17. We however find it noteworthy that the paragraph continues as follows:

“…Persons who have evaded registration/examination or failed to report are regularly released after questioning and instructed to report to the military registration office within a few days. The direct superiors of the conscript concerned are not always aware that he has evaded military service. However, such acts are known to the most senior officers within the unit. In many cases, deserters are not returned to the unit from which they escape but are posted to another unit in the same army”.

18. It is relevant that a military deserter would normally be released and instructed to report to their military registration office. This appellant is of course not a deserter but as found by the Adjudicator a simple draft evader. Interestingly, Paragraph 6.109 of the same report echoes the findings of Mr Justice Collins at paragraph 11 of his decision in Akcan.

19. Counsel further referred us to paragraphs 5.97 and 5.98 of the CIPU report that sets out the penalties for evasion of Military service in peacetime for which there is a sliding scale of imprisonment. He submitted that the appellant fell into the category of a person who reported voluntarily after three months and would be sentenced to a period of four months to two years imprisonment. Counsel further submitted that the appellant might fall into the final category namely that of a person arrested after three months who would be sentenced to six month to three years heavy imprisonment.

20. Paragraph 5.98 however goes on to note the Dutch Ministry of Foreign Affairs Report that military judges in general impose minimum sentences. The sentences for desertion are higher than those for evasion and registration/examination or enlistment. As a general rule, normal prison sentences of less than one year can be commuted into a fine. In an individual case the Judge determines in his judgment whether or not the prison sentence will be commuted into a fine. It is noteworthy that the report goes on to state:

“. Prison sentences for evasion and registration/examination or enlistment or for desertion are generally commuted into fines which must be paid after the end of military service”.

21. It is appropriate to note that the report continues:

“…Heavy prison sentences handed down for evasion lasting longer than three months without giving oneself up may not be commuted into fines.”

22. Significantly the qualifying word is “may” and of course it would be open to this appellant to voluntarily report upon return.

23. We further note that paragraph 5.92 of the CIPU records that on 17 July 2003 as part of reforms to increase the professionalism of the Armed Forces, the standard length of military service was reduced from 18 months to 15 months, a change which led to a reduction in the number of conscripts in the Turkish Armed Forces.

24. Mr Collins submissions further overlook paragraph 5.99 which records that the enforcement of final judgments in cases relating to evasion and military service (including desertion) takes place in military prisons if the sentence is six months or less and in normal prisons if the sentence is, more than six months. The report continues:

“…As a rule the sentence is first enforced and then the conscript completes (the remainder of) his military service”.
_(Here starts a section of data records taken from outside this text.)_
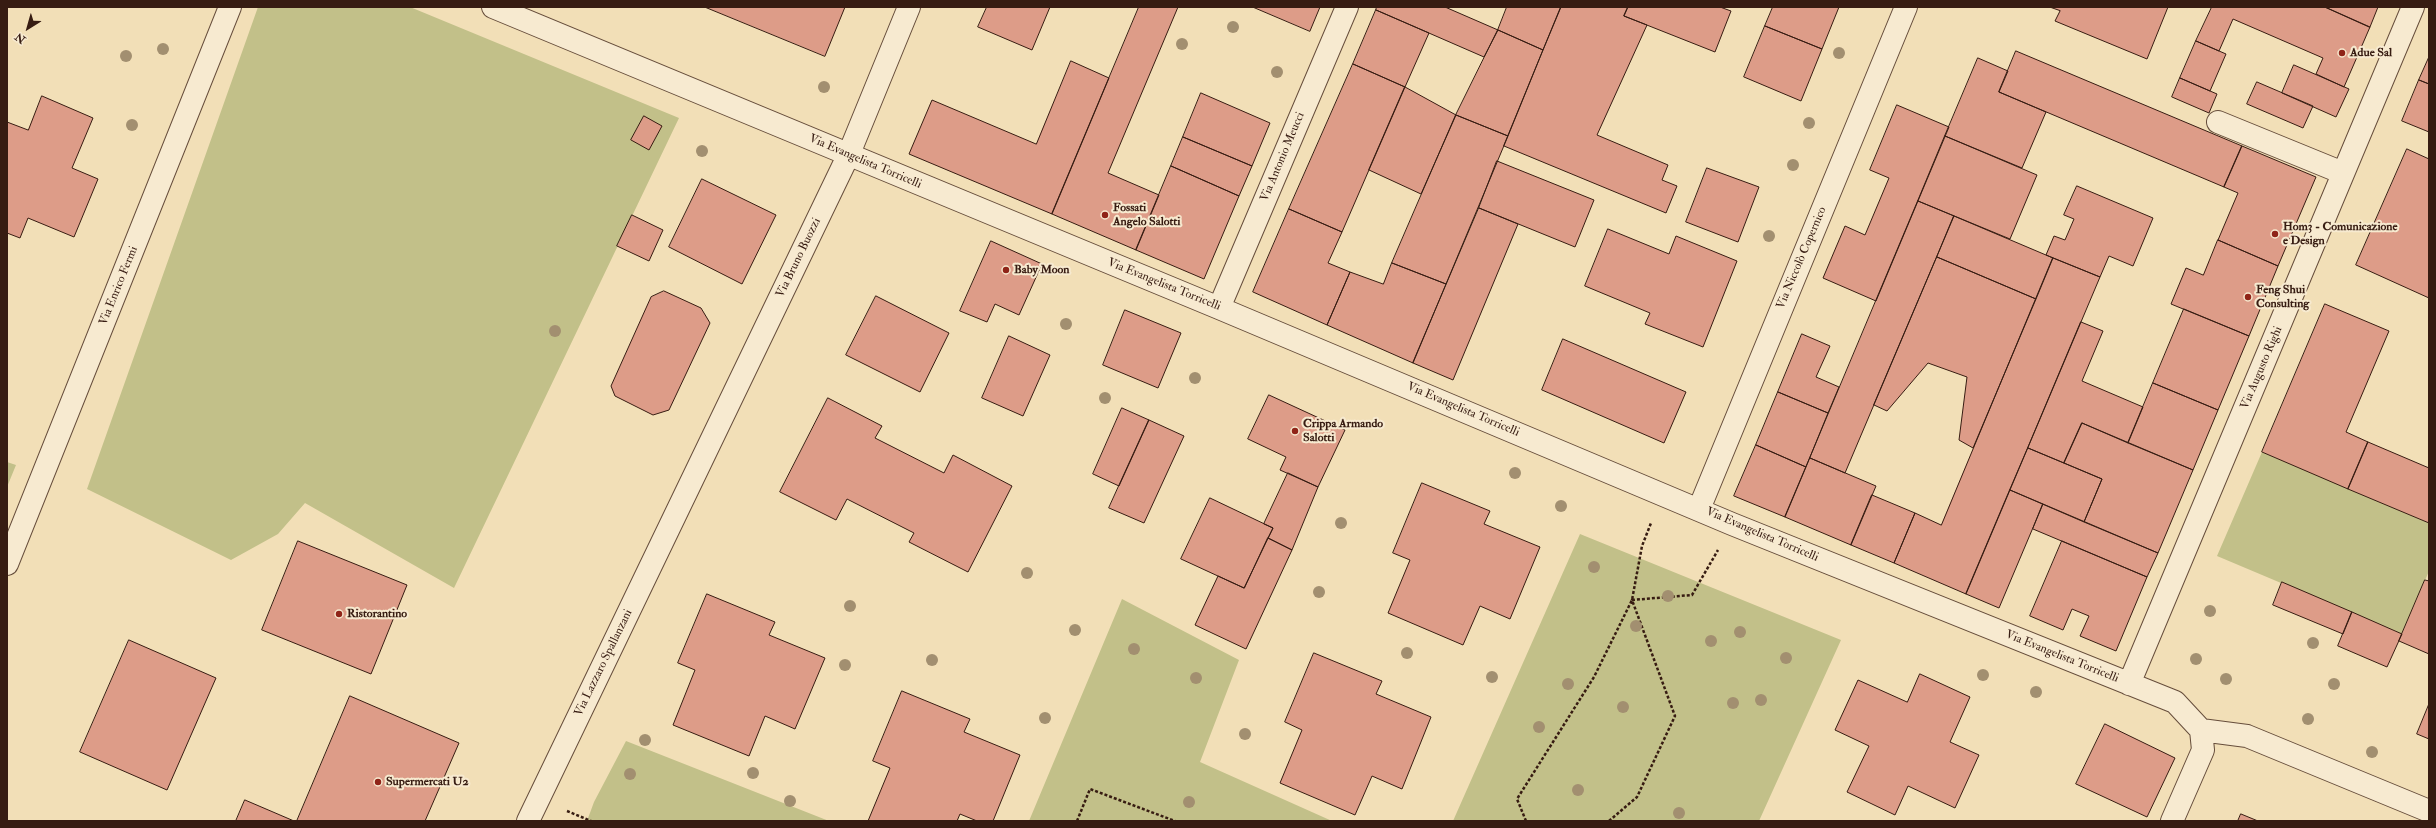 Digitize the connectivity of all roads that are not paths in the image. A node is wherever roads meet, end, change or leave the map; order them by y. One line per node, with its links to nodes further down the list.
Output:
1 (230, 7): 13 (street, Via Enrico Fermi)
2 (493, 7): 8 (street, Via Evangelista Torricelli)
3 (909, 7): 8 (street, Via Bruno Buozzi)
4 (1347, 7): 10 (street, Via Antonio Meucci)
5 (1906, 7): 12 (street, Via Niccolò Copernico)
6 (2413, 7): 9 (street, Via Augusto Righi)
7 (2218, 122): 9 (street)
8 (848, 156): 10 (street, Via Evangelista Torricelli); 11 (street, Via Bruno Buozzi)
9 (2343, 173): 14 (street, Via Augusto Righi)
10 (1219, 308): 12 (street, Via Evangelista Torricelli)
11 (680, 505): 17 (street, Via Lazzaro Spallanzani)
12 (1699, 509): 14 (street, Via Evangelista Torricelli)
13 (7, 564)
14 (2129, 684): 15 (street, Via Evangelista Torricelli)
15 (2201, 730): 16 (street); 18 (street)
16 (2429, 811)
17 (528, 821)
18 (2172, 821) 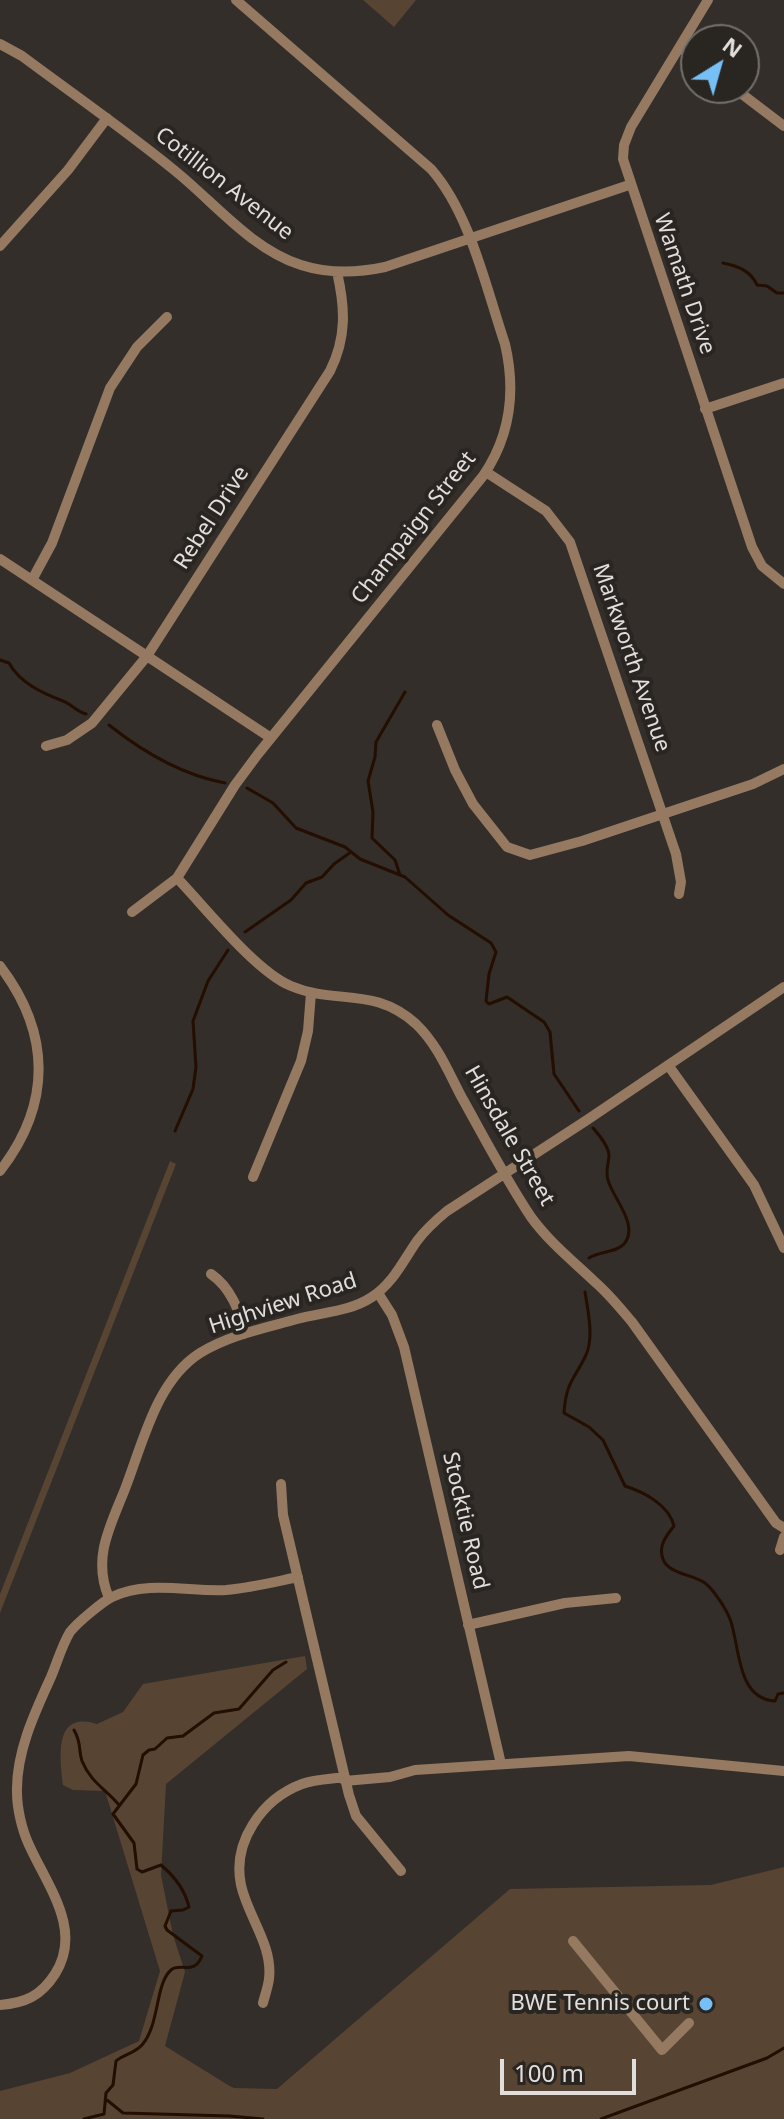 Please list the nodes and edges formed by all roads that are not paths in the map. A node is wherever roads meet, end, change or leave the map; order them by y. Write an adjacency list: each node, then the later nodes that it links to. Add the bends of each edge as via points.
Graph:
1 (236, 0): 10 (street, Champaign Street, via 431,169 456,203)
2 (708, 0): 3 (street, Wamath Drive)
3 (694, 24)
4 (0, 44): 7 (street, Cotillion Avenue)
5 (680, 48): 9 (street, Wamath Drive, via 625,139)
6 (755, 104): 8 (street)
7 (107, 118): 11 (street); 12 (street, Cotillion Avenue, via 268,249 302,266)
8 (784, 126)
9 (629, 185): 10 (street, Cotillion Avenue); 15 (street, Wamath Drive)
10 (469, 238): 12 (street, Cotillion Avenue, via 385,267); 16 (street, Champaign Street, via 505,344 511,383 506,429)
11 (0, 246)
12 (337, 272): 20 (street, Rebel Drive, via 344,322 334,363)
13 (167, 317): 18 (street, via 137,347 110,388 52,543)
14 (784, 383): 15 (street)
15 (705, 409): 19 (street, Wamath Drive, via 752,547 762,566)
16 (486, 472): 22 (street, Champaign Street); 25 (street, Markworth Avenue, via 546,511 570,542)
17 (0, 559): 18 (street)
18 (32, 580): 20 (street)
19 (784, 584)
20 (147, 656): 22 (street); 23 (street, Rebel Drive, via 92,723 67,740)
21 (437, 725): 25 (street, via 473,804 516,852 541,854)
22 (271, 738): 26 (street, Champaign Street)
23 (46, 746)
24 (784, 769): 25 (street)
25 (663, 814): 27 (street, Markworth Avenue, via 681,872)
26 (177, 878): 28 (street, Champaign Street); 31 (street, Hinsdale Street, via 269,974)
27 (679, 894)
28 (132, 912)
29 (0, 966): 33 (street, via 31,1017 39,1073 32,1113)
30 (784, 987): 32 (street, Highview Road)
31 (311, 993): 34 (street, Hinsdale Street, via 378,1002 417,1026 437,1050); 35 (street, via 301,1061)
32 (668, 1065): 34 (street, Highview Road); 36 (street, via 754,1185)
33 (0, 1171)
34 (504, 1174): 38 (street, Highview Road, via 433,1222); 41 (street, Hinsdale Street, via 550,1240 632,1322)
35 (253, 1177)
36 (784, 1248)
37 (211, 1274): 39 (street, via 234,1303)
38 (378, 1293): 39 (street, Highview Road, via 338,1311); 47 (street, Stocktie Road, via 404,1347)
39 (244, 1334): 45 (street, Highview Road, via 200,1353 176,1375 160,1400 105,1544 100,1569)
40 (281, 1484): 44 (street)
41 (784, 1528)
42 (784, 1537): 43 (street)
43 (780, 1550)
44 (298, 1577): 45 (street, via 225,1590 147,1588); 50 (street)
45 (109, 1598): 54 (street, via 71,1631 20,1759 20,1815 64,1920 63,1962 35,1997)
46 (616, 1598): 47 (street, via 565,1603)
47 (468, 1625): 48 (street, Stocktie Road)
48 (501, 1764): 49 (street, via 629,1756); 50 (street)
49 (784, 1771)
50 (345, 1779): 51 (street, via 356,1816); 53 (street, via 306,1782 274,1799 245,1841 240,1883 259,1928 270,1978)
51 (401, 1871)
52 (573, 1941): 55 (street, via 662,2050)
53 (263, 2003)
54 (0, 2005)
55 (689, 2023) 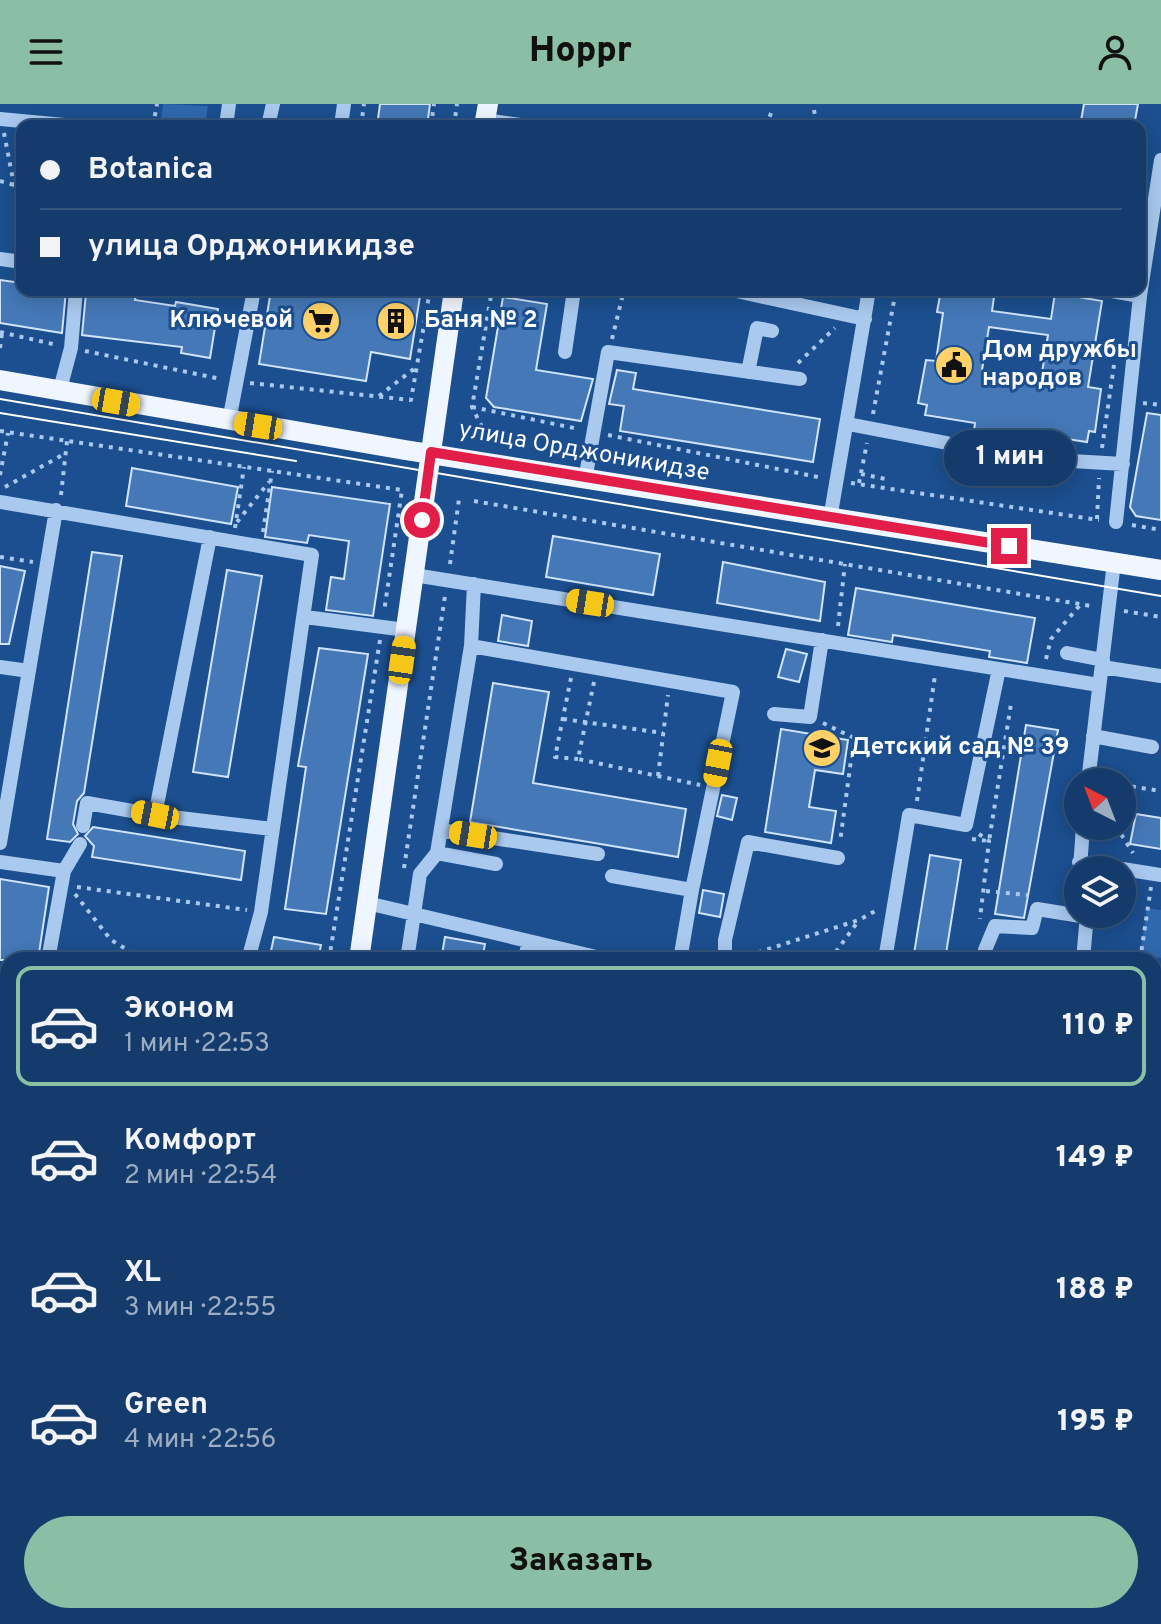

25. CIPU further notes at paragraph 5.100 the 1999 report by the German Federal Agency for the Recognition of Foreign Refugees in which it is stated:

“. In practice, in Turkish military jurisdiction it is apparent that the Courts readily aim for minimum penalties and impose fines (commuted low custodial sentences). The military courts despite the situation in the South East of Turkey obviously see no reason for punishing non-entry to military service more severely than before”.

26. Apart from that which is self evident from this report, it is important to appreciate that the situation on the ground has significantly changed since 1997.

27. We find that Counsel’s submissions that military draft evaders per se, such as indeed this appellant, are at risk of persecution for a Refugee Convention reason in Turkey, is neither supported by the background material that we have examined nor indeed by the case law upon which Counsel has relied.

28. Accordingly, in our view the decision of the Adjudicator was correct and this appeal must be dismissed.